- _Stored data_:
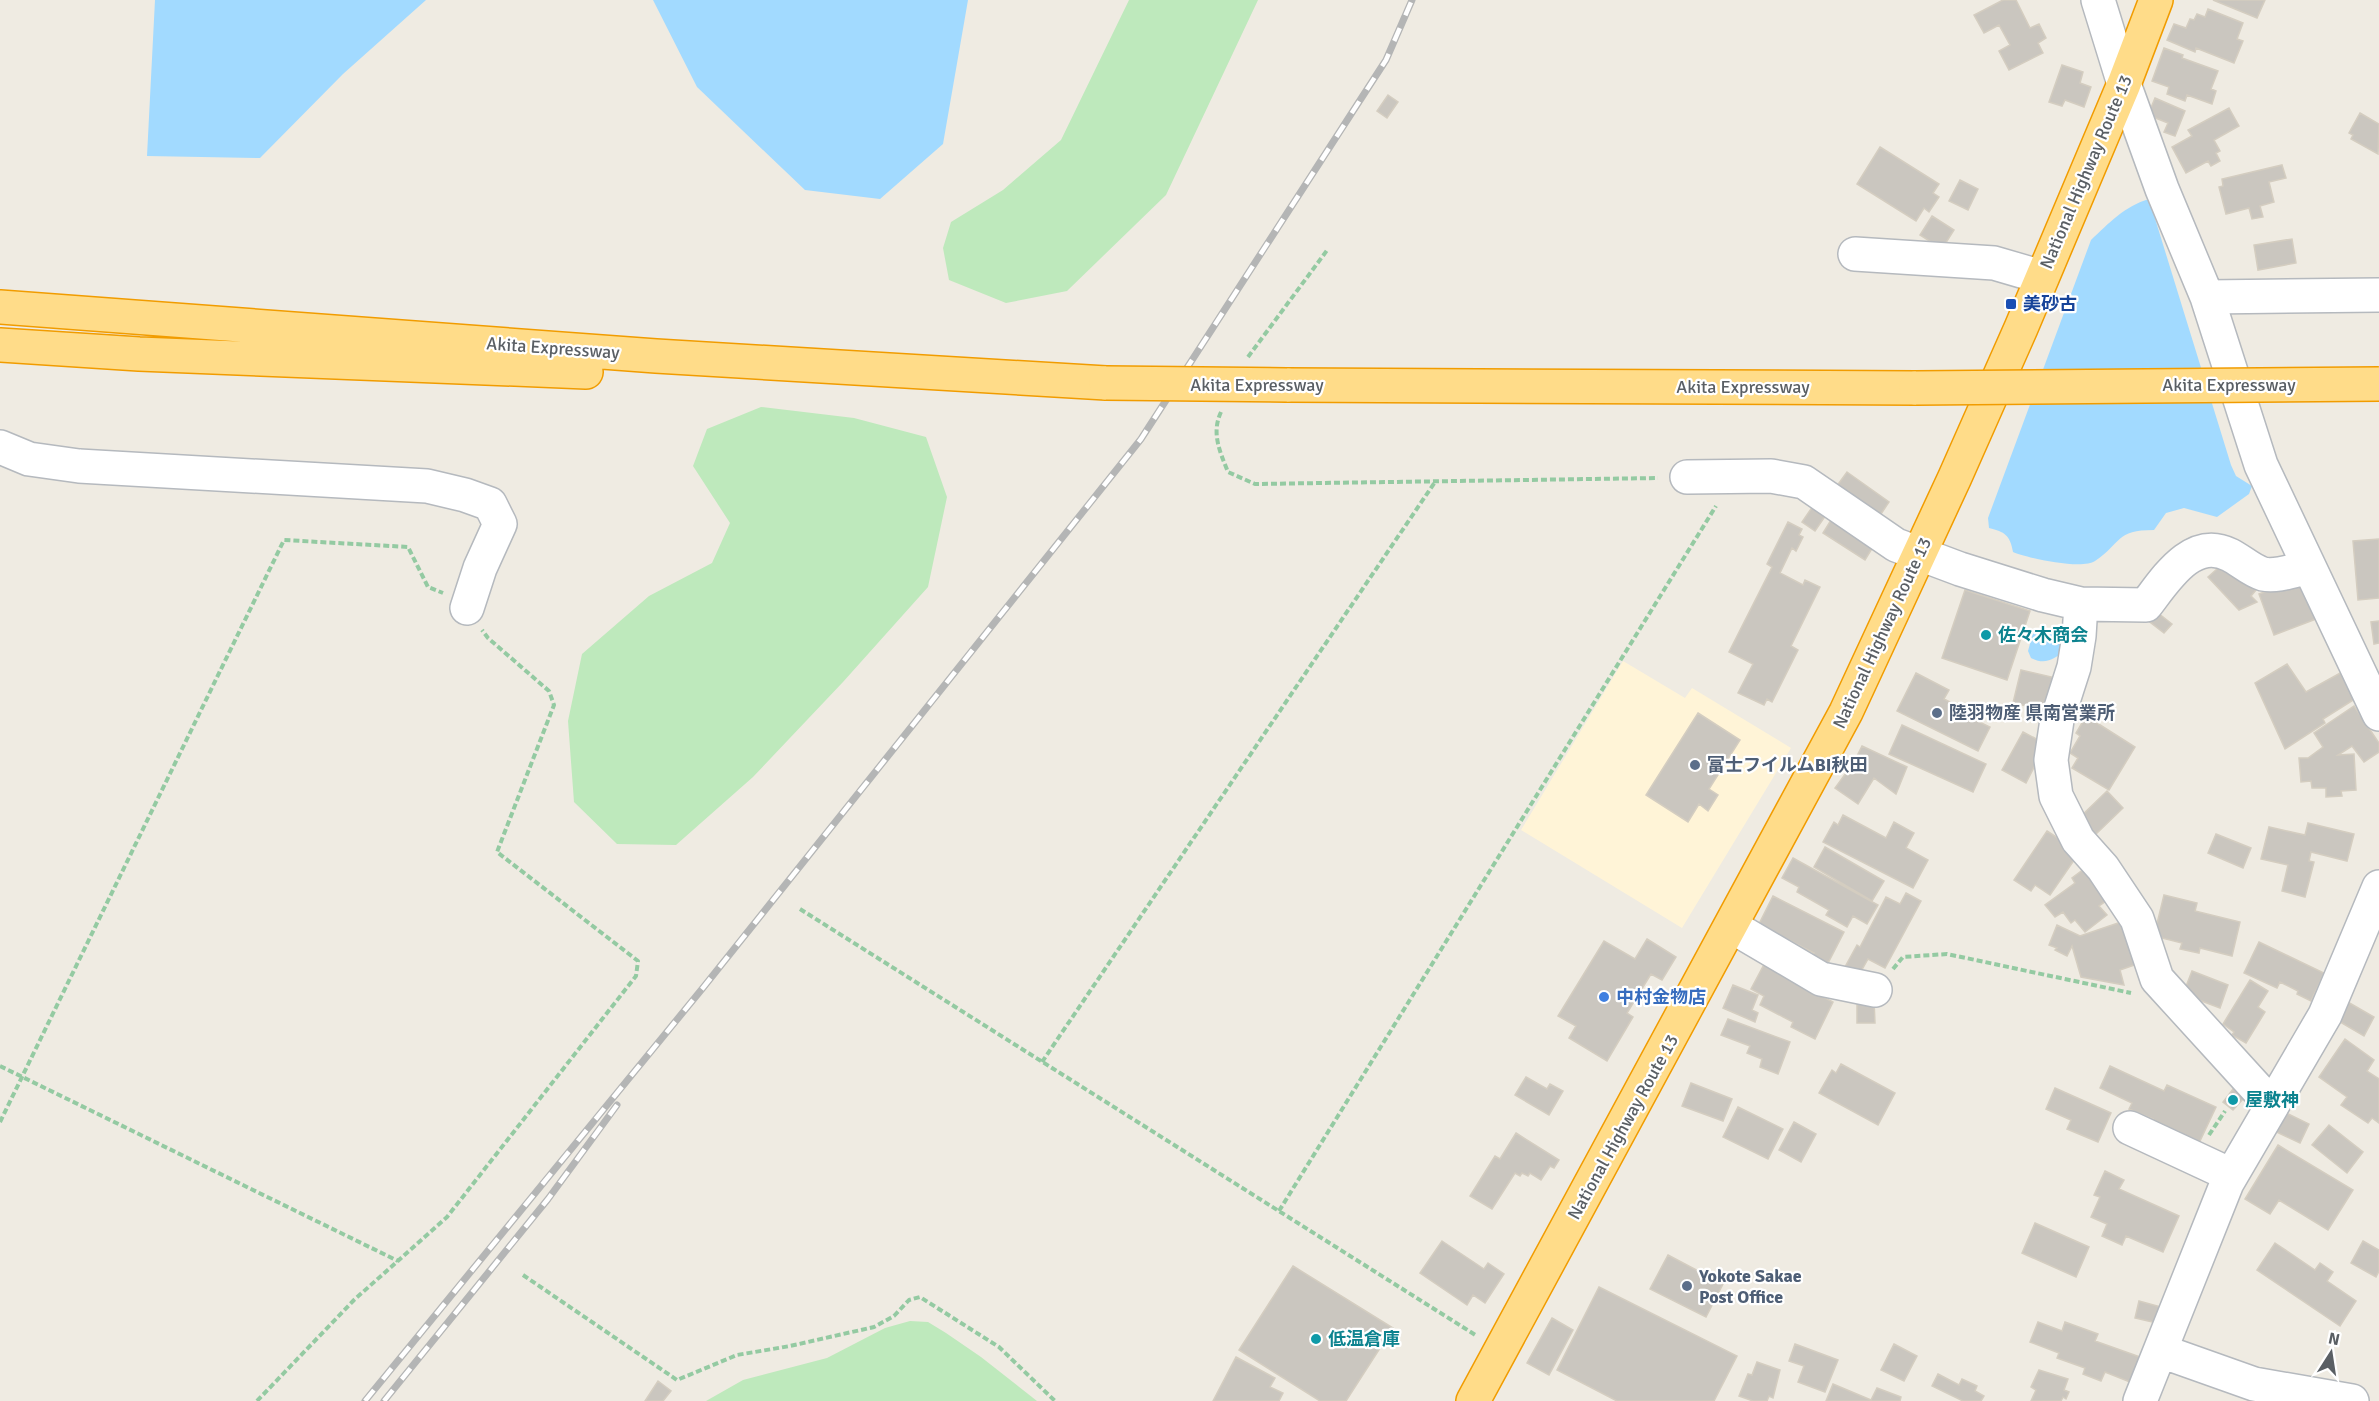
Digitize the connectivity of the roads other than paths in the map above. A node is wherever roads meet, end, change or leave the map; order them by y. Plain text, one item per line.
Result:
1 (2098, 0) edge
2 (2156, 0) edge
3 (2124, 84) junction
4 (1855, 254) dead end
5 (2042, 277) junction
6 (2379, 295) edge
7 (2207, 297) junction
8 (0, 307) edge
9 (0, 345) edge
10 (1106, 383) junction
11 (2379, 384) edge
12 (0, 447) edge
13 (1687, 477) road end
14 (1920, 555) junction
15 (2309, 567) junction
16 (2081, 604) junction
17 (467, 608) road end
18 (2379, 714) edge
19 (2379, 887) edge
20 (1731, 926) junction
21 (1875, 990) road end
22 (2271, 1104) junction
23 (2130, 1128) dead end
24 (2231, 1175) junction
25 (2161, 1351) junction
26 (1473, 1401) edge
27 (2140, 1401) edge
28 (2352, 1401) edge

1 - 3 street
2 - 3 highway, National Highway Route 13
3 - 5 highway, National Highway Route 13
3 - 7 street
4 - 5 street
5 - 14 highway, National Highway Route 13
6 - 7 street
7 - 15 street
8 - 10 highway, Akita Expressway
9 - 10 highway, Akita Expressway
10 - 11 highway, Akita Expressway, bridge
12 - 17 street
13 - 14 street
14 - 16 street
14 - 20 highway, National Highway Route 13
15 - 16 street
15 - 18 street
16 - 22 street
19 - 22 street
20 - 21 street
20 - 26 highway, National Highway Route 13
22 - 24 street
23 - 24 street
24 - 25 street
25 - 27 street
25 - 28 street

- _Problem description_:
State only the count of lines above that hold the string "Expressway".

- _Result below_:
3